How to send a date after posting a job?

Hello, I am creating an admin page where he can add Job positions to display on the website. Everything is going great, I can do the CRUD. But there is something I don’t know how to do.

I want when the admin posts a job a date will be sent to the database, just to show when that job position was added.

Here are my colums in the DB:

    $jobID = $_POST['jobID'];
    $title = $_POST['jobTitle'];
    $desc = $_POST['jobDesc'];

as for the date what do I do exactly in here:

    $date = date("d-m-Y");
    $publishDate = $_POST['publishDate'];

Thank you

Most, if not all, database engines will do this for you, either with a default value in the field, or by explicitly defining the value when you do your insert.

Most commonly, the latter is done in the form

"INSERT INTO .... (....) VALUES .... `mydatefield` = NOW() ...."

I got it:
In the CRUD I just added this

$jobDate = $_POST['jobDate'];
    $db->update('job_ads',array('jobTitle'=>"$title",'jobDesc'=>"$desc",'publishDate'=>"$jobDate"),'jobID="'.$jobID.'"'); // Table name, column names and values, WHERE conditions

In the HTML:

<input type="hidden" value="<?php echo date('Y-m-d')?>" name="jobDate"/>

The Create-job.php submits the date the post was sent
and the update changes the date to the day the post was updated.

Why would…you update the date? A posting date is the date the entry was created, and should never be updated?

And even if the intention is to have a “last updated” date/time, why not have MySQL do that, rather than pass it into the form, and then back out again? https://dev.mysql.com/doc/refman/8.0/en/timestamp-initialization.html *

It’s good that the OP has come back and updated the thread now that they have it working - so few people do that. But it seems strange to hand-code something where there is no need.

*ETA - unless the OP doesn’t have the access to change the database config, of course.

1 Like

I’m a beginner in php, so I wouldn’t know…I apologize

and thanks for the link!

True, but that’s what the website owner wants…so I’m doing it as he please.

1 Like

I got an idea, create another column in the DB and call it “last updated”.
So when the user sees the job post on the bottom right it will display:
“Last updated” and “job posted:” or keep the last updated for the admin to see. <3

1 Like

I like to have separate “created” and “last updated” dates where I have a need to sort things by date. Apart from anything else, a “created” date/time may be better than relying on sorting by an id field if you want to see the order things are created.

2 Likes

Or just offering the client some new data.

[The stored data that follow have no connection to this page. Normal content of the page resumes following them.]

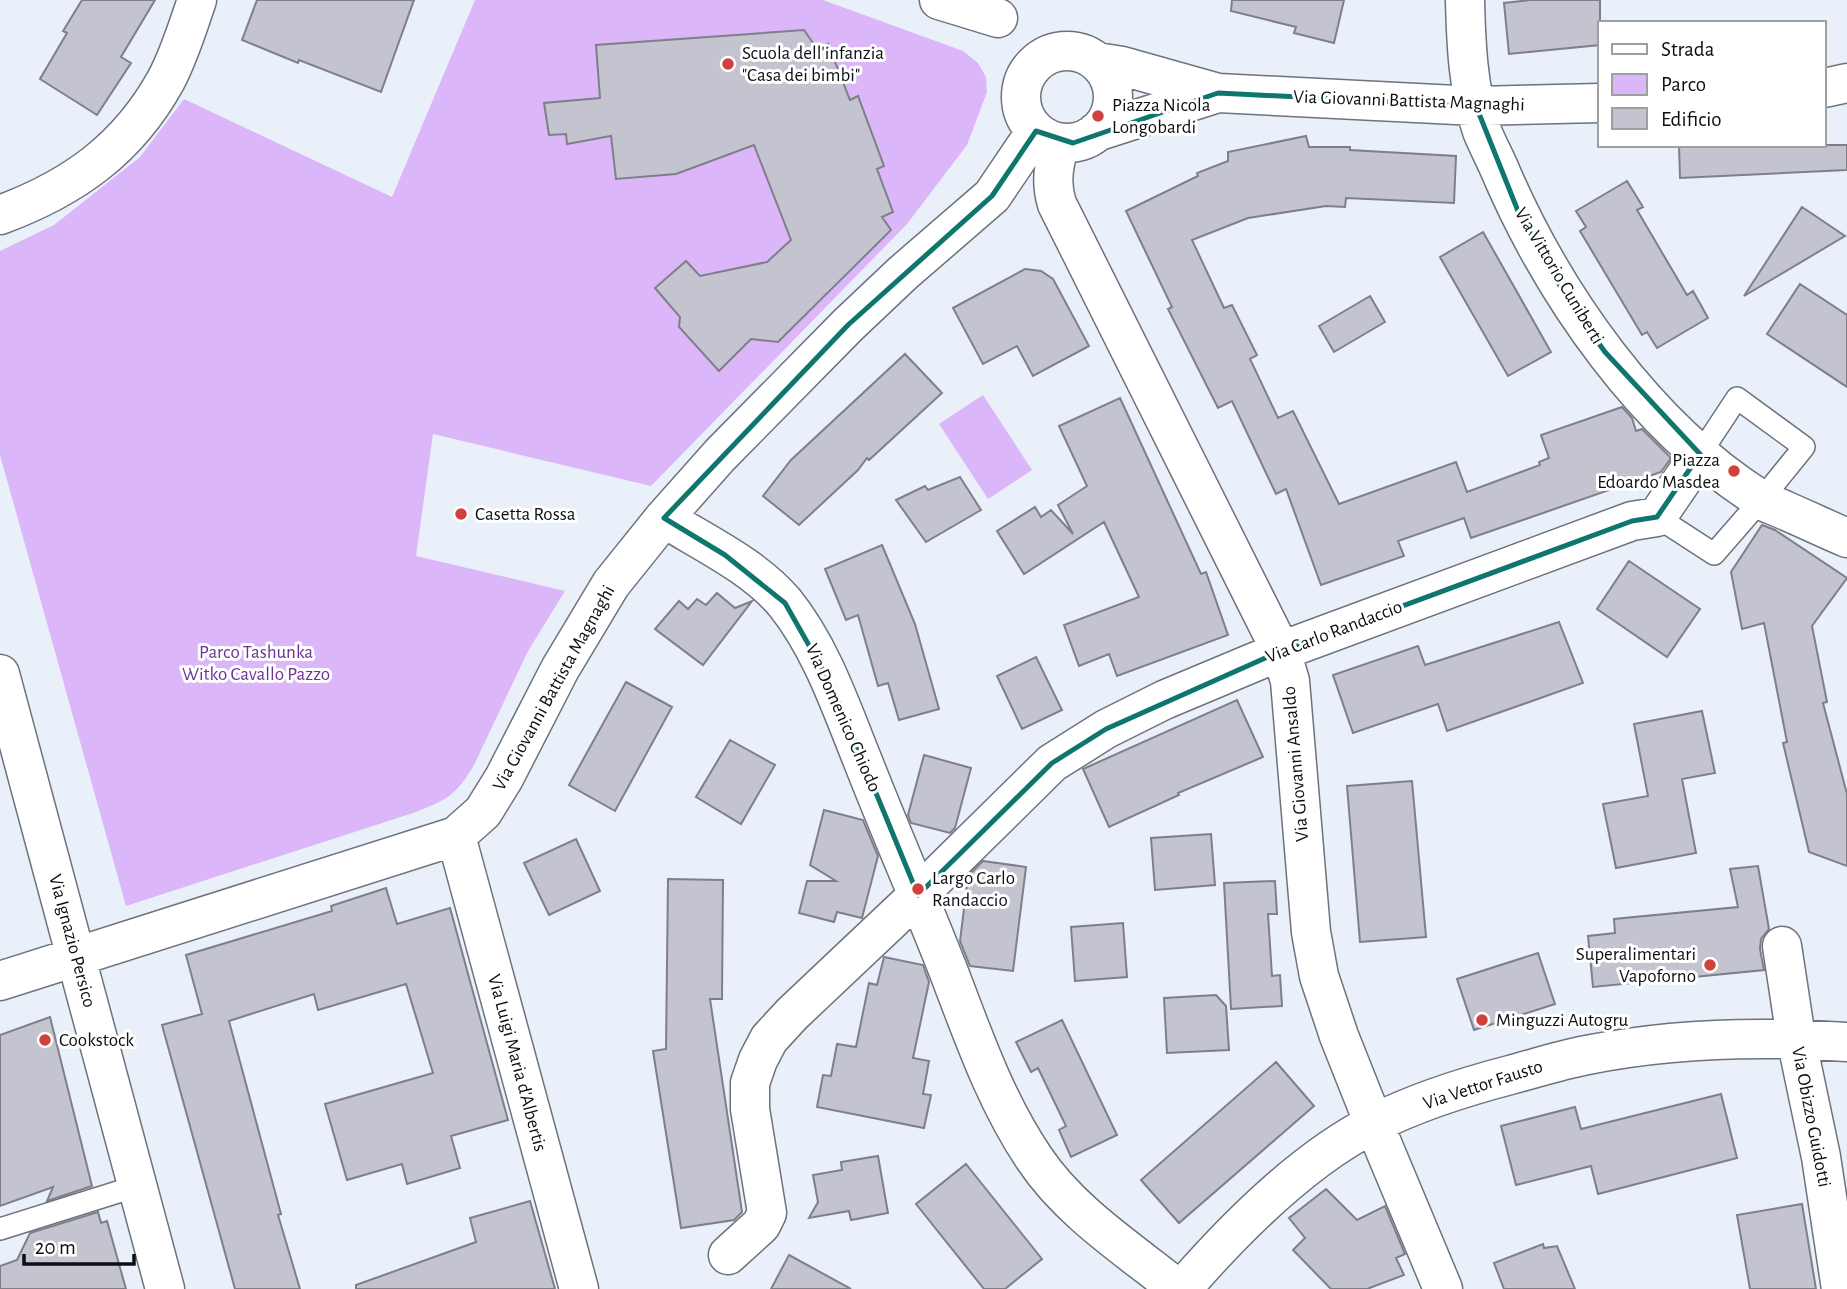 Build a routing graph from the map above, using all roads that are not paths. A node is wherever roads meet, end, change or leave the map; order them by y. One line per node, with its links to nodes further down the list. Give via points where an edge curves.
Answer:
1 (197, 0): 14 (street, via 167,78 126,137 74,180)
2 (939, 0): 4 (street)
3 (1465, 0): 11 (street, Via Vittorio Cuniberti)
4 (1000, 9): 6 (street)
5 (1097, 62): 6 (street, via 1082,53 1062,51); 9 (street, Via Giovanni Battista Magnaghi); 12 (street, via 1107,74 1113,96 1108,118)
6 (1034, 64): 13 (street, via 1025,76 1020,98 1026,119)
7 (1847, 83): 8 (street)
8 (1826, 88)
9 (1218, 93): 11 (street, Via Giovanni Battista Magnaghi); 12 (street, Via Giovanni Battista Magnaghi)
10 (1598, 103): 11 (street, Via Giovanni Battista Magnaghi)
11 (1476, 106): 15 (street, Via Vittorio Cuniberti, via 1482,131 1518,211 1569,300 1605,352)
12 (1096, 132): 13 (street, via 1073,143)
13 (1048, 137): 18 (street, Via Giovanni Battista Magnaghi, via 992,196 848,325); 20 (street, Via Giovanni Ansaldo, via 1057,204)
14 (0, 215)
15 (1700, 454): 16 (street, Via Vittorio Cuniberti); 16 (lane, via 1737,398 1804,447); 17 (street)
16 (1761, 500): 17 (lane, via 1714,554); 19 (street, Via Vittorio Cuniberti)
17 (1657, 517): 20 (street, Via Carlo Randaccio, via 1632,521)
18 (664, 519): 22 (street, Via Giovanni Battista Magnaghi, via 605,594 483,812); 23 (street, Via Domenico Chiodo, via 760,579 785,603 832,686)
19 (1847, 538)
20 (1281, 651): 23 (street, Via Carlo Randaccio, via 1143,709 1052,762); 29 (street, Via Giovanni Ansaldo, via 1290,681 1314,953 1328,1007)
21 (0, 674): 25 (street, Via Ignazio Persico)
22 (456, 836): 25 (street, Via Giovanni Battista Magnaghi); 34 (street, Via Luigi Maria d'Albertis)
23 (918, 895): 32 (street, via 769,1039 750,1083 766,1213 761,1225); 35 (street, via 1004,1109 1035,1159 1070,1203)
24 (1782, 946): 27 (street, Via Obizzo Guidotti)
25 (76, 957): 26 (street, Via Giovanni Battista Magnaghi); 30 (street, Via Ignazio Persico)
26 (0, 981)
27 (1796, 1038): 28 (street, Via Vettor Fausto); 29 (street, Via Vettor Fausto, via 1664,1043 1586,1055 1480,1083); 37 (street, Via Obizzo Guidotti, via 1821,1157)
28 (1847, 1042)
29 (1374, 1124): 35 (street, Via Vettor Fausto, via 1282,1188); 36 (street, Via Giovanni Ansaldo)
30 (137, 1186): 31 (lane); 33 (street, Via Ignazio Persico)
31 (0, 1229)
32 (728, 1255)
33 (165, 1289)
34 (579, 1289)
35 (1180, 1289)
36 (1443, 1289)
37 (1841, 1289) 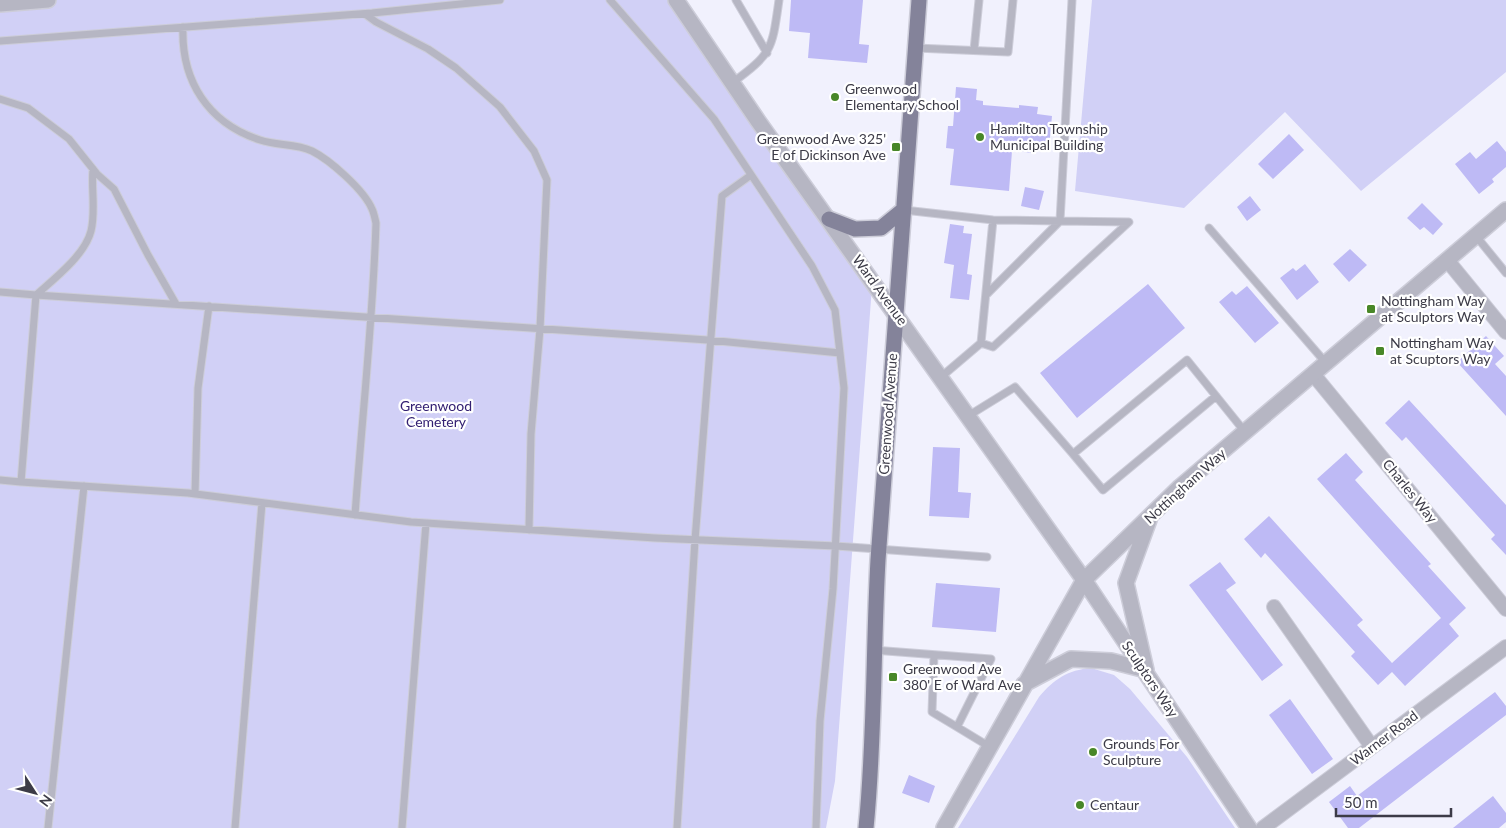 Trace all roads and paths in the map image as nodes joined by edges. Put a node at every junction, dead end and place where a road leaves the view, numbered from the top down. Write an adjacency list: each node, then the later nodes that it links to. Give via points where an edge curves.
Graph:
1 (48, 0): 11 (street)
2 (500, 0): 13 (lane)
3 (610, 0): 22 (lane, via 714,120)
4 (676, 0): 19 (street, Ward Avenue)
5 (736, 0): 18 (lane)
6 (779, 0): 18 (lane, via 774,37)
7 (919, 0): 16 (main road, Greenwood Avenue)
8 (979, 0): 17 (lane)
9 (1013, 0): 17 (lane, via 1008,52)
10 (1072, 0): 27 (lane)
11 (30, 1): 12 (street)
12 (0, 4)
13 (365, 14): 14 (lane); 39 (lane, via 456,68 500,107 534,151 547,180)
14 (183, 27): 15 (lane); 38 (lane, via 186,71 200,97 229,128 261,141 313,152 345,176 372,209 376,224)
15 (0, 41)
16 (916, 48): 17 (lane); 23 (main road, Greenwood Avenue)
17 (974, 50)
18 (767, 53): 19 (lane)
19 (732, 83): 25 (street, Ward Avenue)
20 (0, 99): 21 (lane, via 28,108 42,118 69,139)
21 (92, 169): 33 (lane, via 91,232 63,272); 35 (lane, via 114,189)
22 (751, 175): 41 (lane, via 722,196); 43 (lane, via 812,266 835,310)
23 (903, 210): 25 (main road, via 881,228 855,229); 26 (lane); 37 (main road, Greenwood Avenue)
24 (1506, 210): 29 (street, Nottingham Way)
25 (829, 219): 37 (street, Ward Avenue)
26 (993, 220): 27 (lane); 34 (lane)
27 (1060, 221): 34 (lane); 42 (lane, via 1129,222 993,347)
28 (1208, 228): 44 (lane)
29 (1476, 236): 30 (street, Nottingham Way); 31 (lane)
30 (1447, 260): 40 (street); 44 (street, Nottingham Way)
31 (1506, 273)
32 (0, 292): 33 (lane)
33 (36, 295): 35 (lane); 52 (lane)
34 (986, 295): 42 (lane)
35 (176, 304): 36 (lane)
36 (209, 306): 38 (lane); 54 (lane, via 198,388)
37 (896, 312): 46 (street, Ward Avenue); 62 (main road, Greenwood Avenue)
38 (373, 317): 39 (lane); 56 (lane)
39 (540, 329): 41 (lane); 59 (lane, via 531,434)
40 (1506, 332)
41 (709, 340): 43 (lane); 60 (lane)
42 (980, 343): 46 (lane)
43 (840, 353): 61 (lane, via 844,388)
44 (1326, 363): 45 (street, Nottingham Way)
45 (1313, 374): 49 (street, Nottingham Way); 66 (street, Charles Way)
46 (941, 377): 48 (street, Ward Avenue)
47 (1216, 396): 49 (lane); 50 (lane, via 1103,490); 50 (lane, via 1187,360)
48 (968, 416): 50 (lane, via 1014,387); 64 (street, Ward Avenue)
49 (1245, 432): 57 (street, Nottingham Way)
50 (1073, 454)
51 (0, 480): 52 (lane)
52 (21, 482): 53 (lane)
53 (84, 486): 54 (lane); 76 (lane)
54 (195, 494): 55 (lane)
55 (262, 503): 56 (lane); 77 (lane)
56 (355, 515): 58 (lane)
57 (1150, 517): 64 (street, Nottingham Way); 70 (street, via 1126,583)
58 (426, 523): 59 (lane); 78 (lane)
59 (529, 530): 60 (lane)
60 (695, 540): 61 (lane); 79 (lane)
61 (836, 546): 62 (lane); 80 (lane, via 820,721)
62 (878, 550): 63 (lane); 68 (main road, Greenwood Avenue)
63 (987, 557)
64 (1084, 580): 70 (street, Sculptors Way); 71 (street, Nottingham Way)
65 (1274, 607): 74 (street)
66 (1506, 609)
67 (1506, 647): 74 (street, Warner Road)
68 (873, 650): 69 (lane); 81 (main road, Greenwood Avenue, via 873,747)
69 (934, 655): 72 (lane, via 932,712); 72 (lane, via 990,658)
70 (1146, 670): 71 (street, via 1111,661 1072,659); 84 (street, Sculptors Way)
71 (1024, 684): 73 (street, Nottingham Way)
72 (957, 727): 73 (lane)
73 (990, 747): 75 (street, Nottingham Way)
74 (1372, 747): 85 (street, Warner Road)
75 (955, 807): 82 (street); 83 (street, Nottingham Way)
76 (48, 828)
77 (235, 828)
78 (402, 828)
79 (677, 828)
80 (816, 828)
81 (866, 828)
82 (940, 828)
83 (944, 828)
84 (1249, 828)
85 (1263, 828) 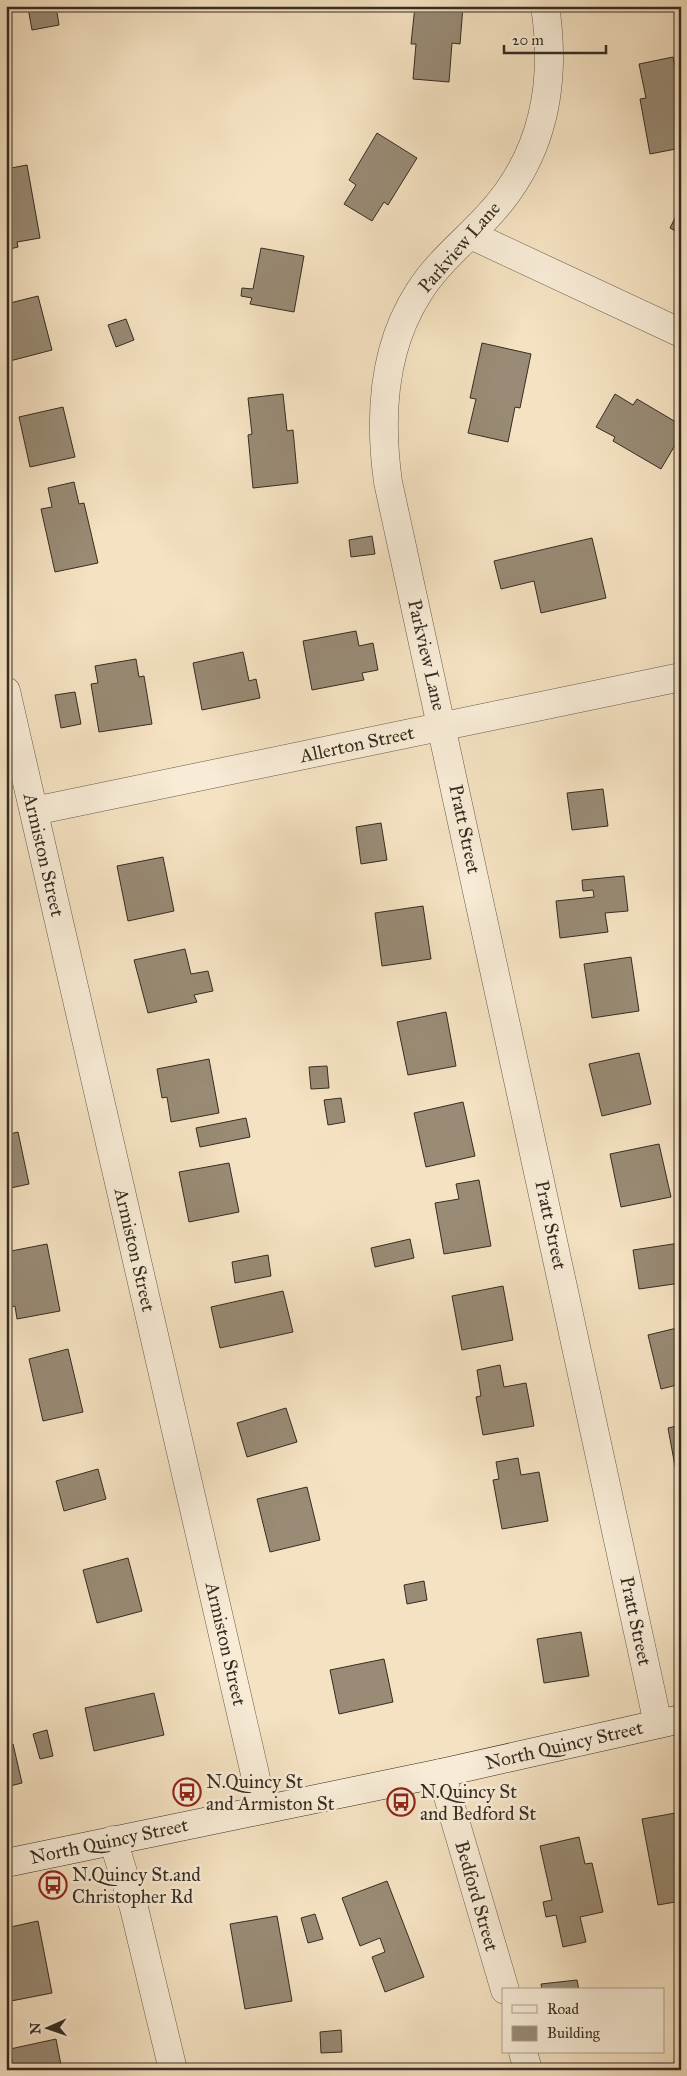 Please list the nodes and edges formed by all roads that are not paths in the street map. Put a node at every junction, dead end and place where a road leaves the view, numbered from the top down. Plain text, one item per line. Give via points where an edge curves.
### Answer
1 (545, 6) edge
2 (471, 234) junction
3 (681, 333) edge
4 (681, 677) edge
5 (6, 691) edge
6 (443, 726) junction
7 (34, 812) junction
8 (670, 1722) edge
9 (441, 1773) junction
10 (264, 1809) junction
11 (113, 1840) junction
12 (6, 1863) edge
13 (504, 1988) edge
14 (524, 2054) edge
15 (173, 2070) edge
16 (528, 2070) edge

1 - 2 street, Parkview Lane via 550,66 542,118 519,174
2 - 3 street
2 - 6 street, Parkview Lane via 432,273 405,316 388,367 383,421 388,482
4 - 6 street, Allerton Street
5 - 7 street, Armiston Street
6 - 7 street, Allerton Street
6 - 8 street, Pratt Street
7 - 10 street, Armiston Street
8 - 9 street, North Quincy Street
9 - 10 street, North Quincy Street
9 - 13 street, Bedford Street
10 - 11 street, North Quincy Street
11 - 12 street, North Quincy Street
11 - 15 street via 134,1908
14 - 16 street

“Here’s when your posting was created, here’s when you last made a change to it, and here’s when you closed it. Your total time from post-to-close was … (How long has my job search gone on), your total time from last-update-to-close was … (How long did it take me to actually find a candidate i liked), your total time between post-to-update was …” (This, to the customer, is ‘how long did it take me to get my job posting correct’)

1 Like

On this

   $jobID = $_POST['jobID'];

unless I’m jumping to conclusions, normally you’d allow the database again to create an automatically-incrementing id for each new row you create, whether it’s a job or anything else. That’s normally referred to as the id and would be unique. By putting it into a form field, I’m presuming you are asking the user to provide it, which opens up all sorts of trouble or, if there’s only one user adding jobs, gives them the task of keeping a record of the next ID to use, which is something the database can do automatically. You can create an id column as auto-incrementing, don’t refer to it in your ‘insert’ query, and it will automatically have the next id when you insert a new row.

In MySQL you can use default values and on update to set the created and updated time for a row. See my example below.

CREATE TABLE `CACHED_DATA` (
  `sites_id` bigint(20) unsigned NOT NULL,
  `cache_name` varchar(128) NOT NULL,
  `pkg` varchar(128) NOT NULL DEFAULT '',
  `cache_value` longblob,
  `flush_cache` tinyint(3) unsigned NOT NULL DEFAULT '0',
  `serialized` tinyint(3) unsigned NOT NULL DEFAULT '0',
  `updated_on_timestamp` timestamp NOT NULL DEFAULT CURRENT_TIMESTAMP ON UPDATE CURRENT_TIMESTAMP,
  `created_on_timestamp` timestamp NULL DEFAULT CURRENT_TIMESTAMP,
  PRIMARY KEY (`sites_id`,`cache_name`,`pkg`),
  KEY `sites_id` (`sites_id`,`cache_name`,`pkg`,`flush_cache`),
  KEY `sites_id_2` (`sites_id`),
  CONSTRAINT `mcp_cached_data_ibfk_1` FOREIGN KEY (`sites_id`) REFERENCES `mcp_sites` (`sites_id`)
) ENGINE=InnoDB DEFAULT CHARSET=utf8;

Unless you are using GUIDs this looks incorrect. The database should be responsible for generating the primary key using auto increment in MySQL.

This topic was automatically closed 91 days after the last reply. New replies are no longer allowed.